#### Assignment:
None of the images should appear in your copy. Transcribe the data in full.

#### Stored data entries:
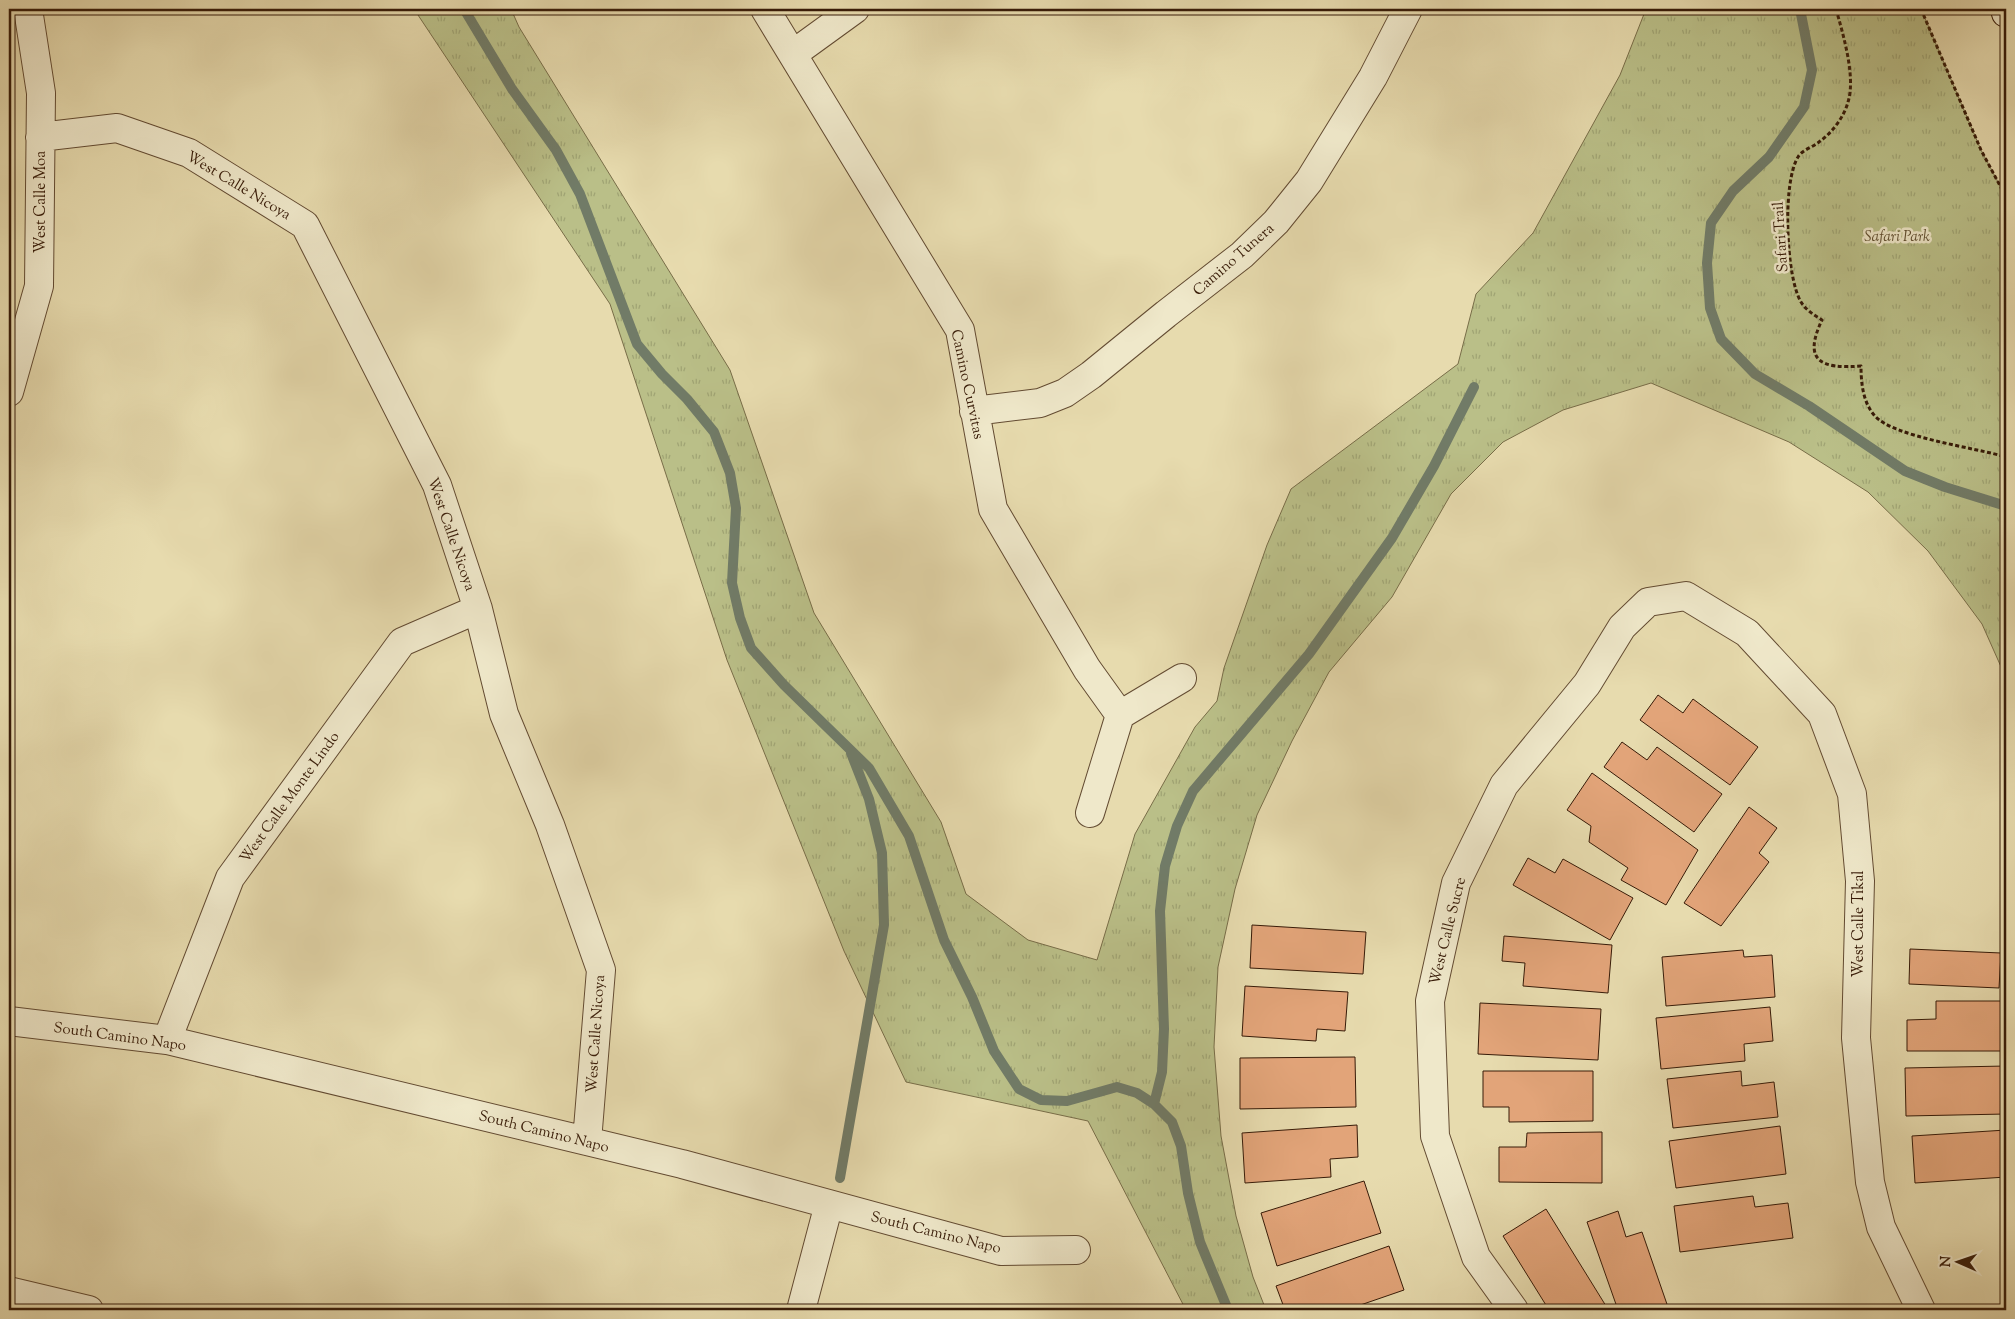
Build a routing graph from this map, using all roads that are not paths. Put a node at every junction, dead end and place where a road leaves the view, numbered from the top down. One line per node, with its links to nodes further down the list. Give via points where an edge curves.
1 (28, 9): 8 (street, West Calle Moa, via 41,93)
2 (765, 9): 7 (street, Camino Curvitas)
3 (856, 9): 7 (street)
4 (1408, 9): 10 (street, Camino Tunera, via 1373,77 1309,181 1276,222 1242,255 1065,393 1040,403)
5 (2005, 9): 6 (street)
6 (2006, 13)
7 (793, 54): 10 (street, Camino Curvitas, via 960,330)
8 (40, 137): 9 (street, West Calle Moa, via 40,286); 12 (street, West Calle Nicoya, via 117,128 189,153 305,225 437,484)
9 (9, 392)
10 (974, 411): 14 (street, Camino Curvitas, via 992,509 1087,669)
11 (1686, 596): 24 (street, West Calle Sucre, via 1648,602 1622,627 1587,684 1504,785 1456,883 1430,1001 1435,1136 1476,1257); 25 (street, West Calle Tikal, via 1747,633 1822,714 1852,794 1860,881 1856,1038 1870,1182 1882,1227)
12 (478, 609): 17 (street, West Calle Monte Lindo, via 402,642 230,878); 18 (street, West Calle Nicoya, via 504,714 550,825 601,970)
13 (1182, 678): 14 (street)
14 (1120, 715): 15 (street)
15 (1090, 813)
16 (9, 1021): 17 (street, South Camino Napo)
17 (168, 1040): 18 (street, South Camino Napo)
18 (586, 1141): 19 (street, South Camino Napo)
19 (829, 1204): 20 (street, South Camino Napo, via 1001,1251); 23 (street)
20 (1076, 1250)
21 (9, 1290): 22 (street)
22 (89, 1310)
23 (801, 1310)
24 (1514, 1310)
25 (1921, 1310)

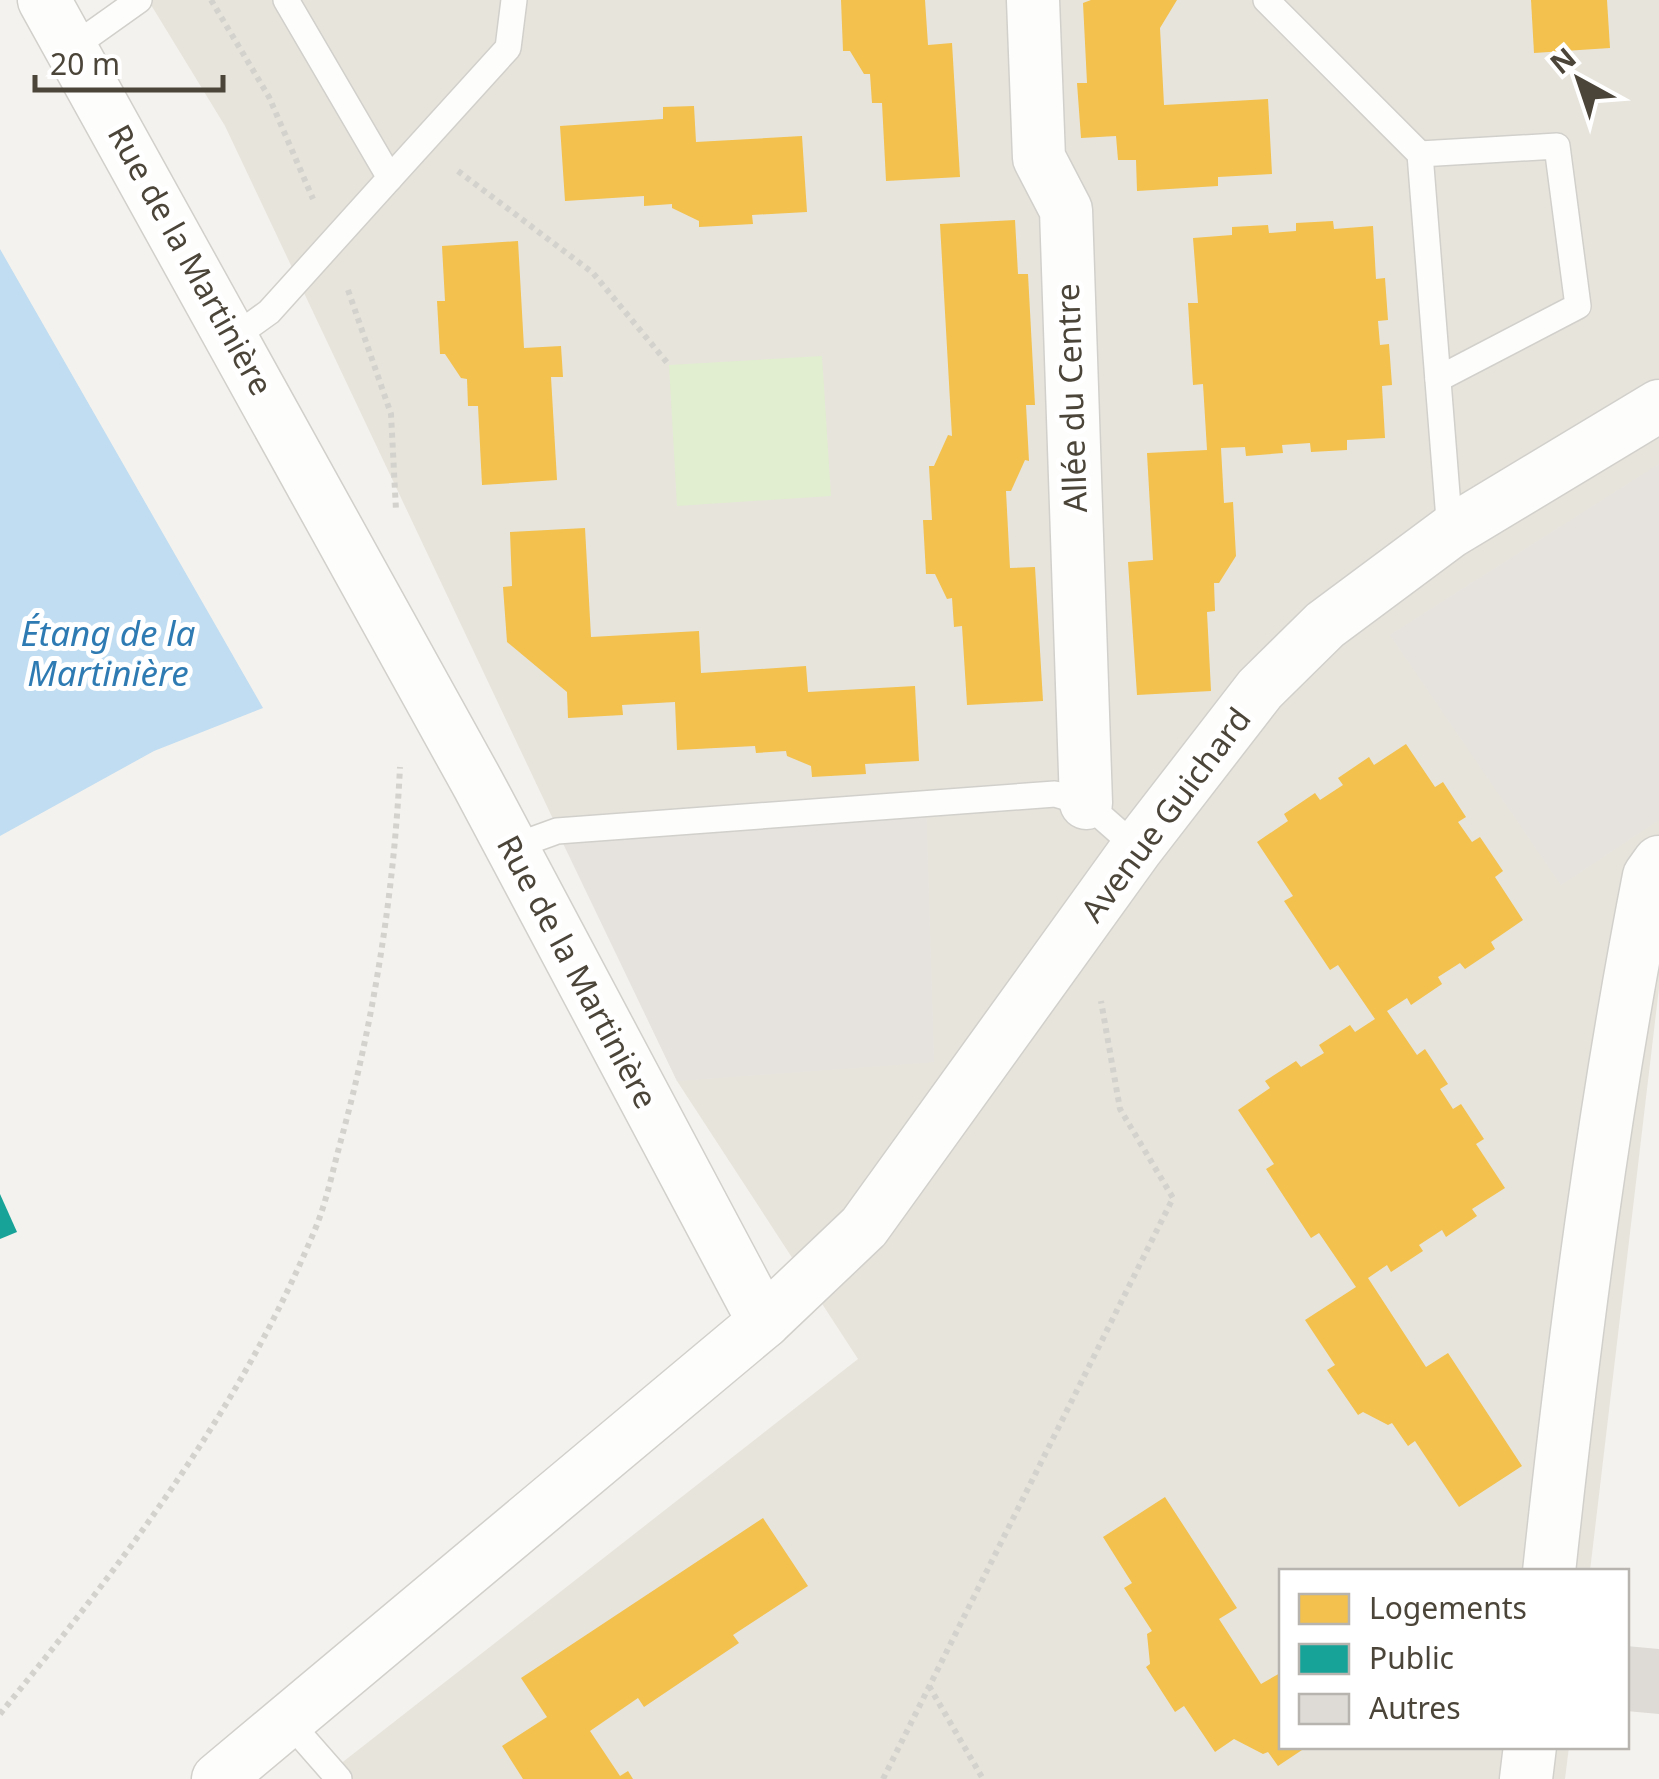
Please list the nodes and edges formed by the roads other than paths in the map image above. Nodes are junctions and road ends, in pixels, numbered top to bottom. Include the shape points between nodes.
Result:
1 (44, 0) edge
2 (139, 0) edge
3 (286, 0) edge
4 (514, 0) edge
5 (1033, 0) edge
6 (1266, 0) edge
7 (73, 47) junction
8 (1420, 154) junction
9 (390, 178) junction
10 (233, 338) junction
11 (1438, 379) junction
12 (1659, 406) edge
13 (1450, 532) junction
14 (1086, 803) junction
15 (510, 848) junction
16 (1137, 848) junction
17 (1659, 862) edge
18 (764, 1322) junction
19 (1548, 1569) edge
20 (289, 1722) junction
21 (1530, 1749) edge
22 (218, 1779) edge
23 (338, 1779) edge
24 (1526, 1779) edge

1 - 7 street, Rue de la Martinière
2 - 7 lane
3 - 9 lane
4 - 9 lane via 508,48
5 - 14 street, Allée du Centre via 1039,158 1066,210
6 - 8 lane
7 - 10 street, Rue de la Martinière
8 - 11 lane
8 - 11 lane via 1557,146 1578,306
9 - 10 lane via 269,312
10 - 15 street, Rue de la Martinière
11 - 13 lane
12 - 13 street, Avenue Guichard
13 - 16 street, Avenue Guichard via 1325,625 1260,689
14 - 15 lane via 1055,794 596,828
14 - 16 lane
15 - 18 street, Rue de la Martinière
16 - 18 street, Avenue Guichard via 864,1227
17 - 19 street via 1649,876 1619,1030 1578,1298
18 - 20 street
20 - 22 street
20 - 23 lane
21 - 24 street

#### Response area:
Build a routing graph from this map, using all roads that are not paths. Put a node at every junction, dead end and place where a road leaves the view, numbered from the top down. One line per node, with its links to nodes further down the list. Give via points where an edge curves.
1 (28, 9): 8 (street, West Calle Moa, via 41,93)
2 (765, 9): 7 (street, Camino Curvitas)
3 (856, 9): 7 (street)
4 (1408, 9): 10 (street, Camino Tunera, via 1373,77 1309,181 1276,222 1242,255 1065,393 1040,403)
5 (2005, 9): 6 (street)
6 (2006, 13)
7 (793, 54): 10 (street, Camino Curvitas, via 960,330)
8 (40, 137): 9 (street, West Calle Moa, via 40,286); 12 (street, West Calle Nicoya, via 117,128 189,153 305,225 437,484)
9 (9, 392)
10 (974, 411): 14 (street, Camino Curvitas, via 992,509 1087,669)
11 (1686, 596): 24 (street, West Calle Sucre, via 1648,602 1622,627 1587,684 1504,785 1456,883 1430,1001 1435,1136 1476,1257); 25 (street, West Calle Tikal, via 1747,633 1822,714 1852,794 1860,881 1856,1038 1870,1182 1882,1227)
12 (478, 609): 17 (street, West Calle Monte Lindo, via 402,642 230,878); 18 (street, West Calle Nicoya, via 504,714 550,825 601,970)
13 (1182, 678): 14 (street)
14 (1120, 715): 15 (street)
15 (1090, 813)
16 (9, 1021): 17 (street, South Camino Napo)
17 (168, 1040): 18 (street, South Camino Napo)
18 (586, 1141): 19 (street, South Camino Napo)
19 (829, 1204): 20 (street, South Camino Napo, via 1001,1251); 23 (street)
20 (1076, 1250)
21 (9, 1290): 22 (street)
22 (89, 1310)
23 (801, 1310)
24 (1514, 1310)
25 (1921, 1310)

Please list the nodes and edges formed by the roads other than paths in the map image above. Nodes are junctions and road ends, in pixels, numbered top to bottom. Include the shape points between nodes.
Result:
1 (44, 0) edge
2 (139, 0) edge
3 (286, 0) edge
4 (514, 0) edge
5 (1033, 0) edge
6 (1266, 0) edge
7 (73, 47) junction
8 (1420, 154) junction
9 (390, 178) junction
10 (233, 338) junction
11 (1438, 379) junction
12 (1659, 406) edge
13 (1450, 532) junction
14 (1086, 803) junction
15 (510, 848) junction
16 (1137, 848) junction
17 (1659, 862) edge
18 (764, 1322) junction
19 (1548, 1569) edge
20 (289, 1722) junction
21 (1530, 1749) edge
22 (218, 1779) edge
23 (338, 1779) edge
24 (1526, 1779) edge

1 - 7 street, Rue de la Martinière
2 - 7 lane
3 - 9 lane
4 - 9 lane via 508,48
5 - 14 street, Allée du Centre via 1039,158 1066,210
6 - 8 lane
7 - 10 street, Rue de la Martinière
8 - 11 lane
8 - 11 lane via 1557,146 1578,306
9 - 10 lane via 269,312
10 - 15 street, Rue de la Martinière
11 - 13 lane
12 - 13 street, Avenue Guichard
13 - 16 street, Avenue Guichard via 1325,625 1260,689
14 - 15 lane via 1055,794 596,828
14 - 16 lane
15 - 18 street, Rue de la Martinière
16 - 18 street, Avenue Guichard via 864,1227
17 - 19 street via 1649,876 1619,1030 1578,1298
18 - 20 street
20 - 22 street
20 - 23 lane
21 - 24 street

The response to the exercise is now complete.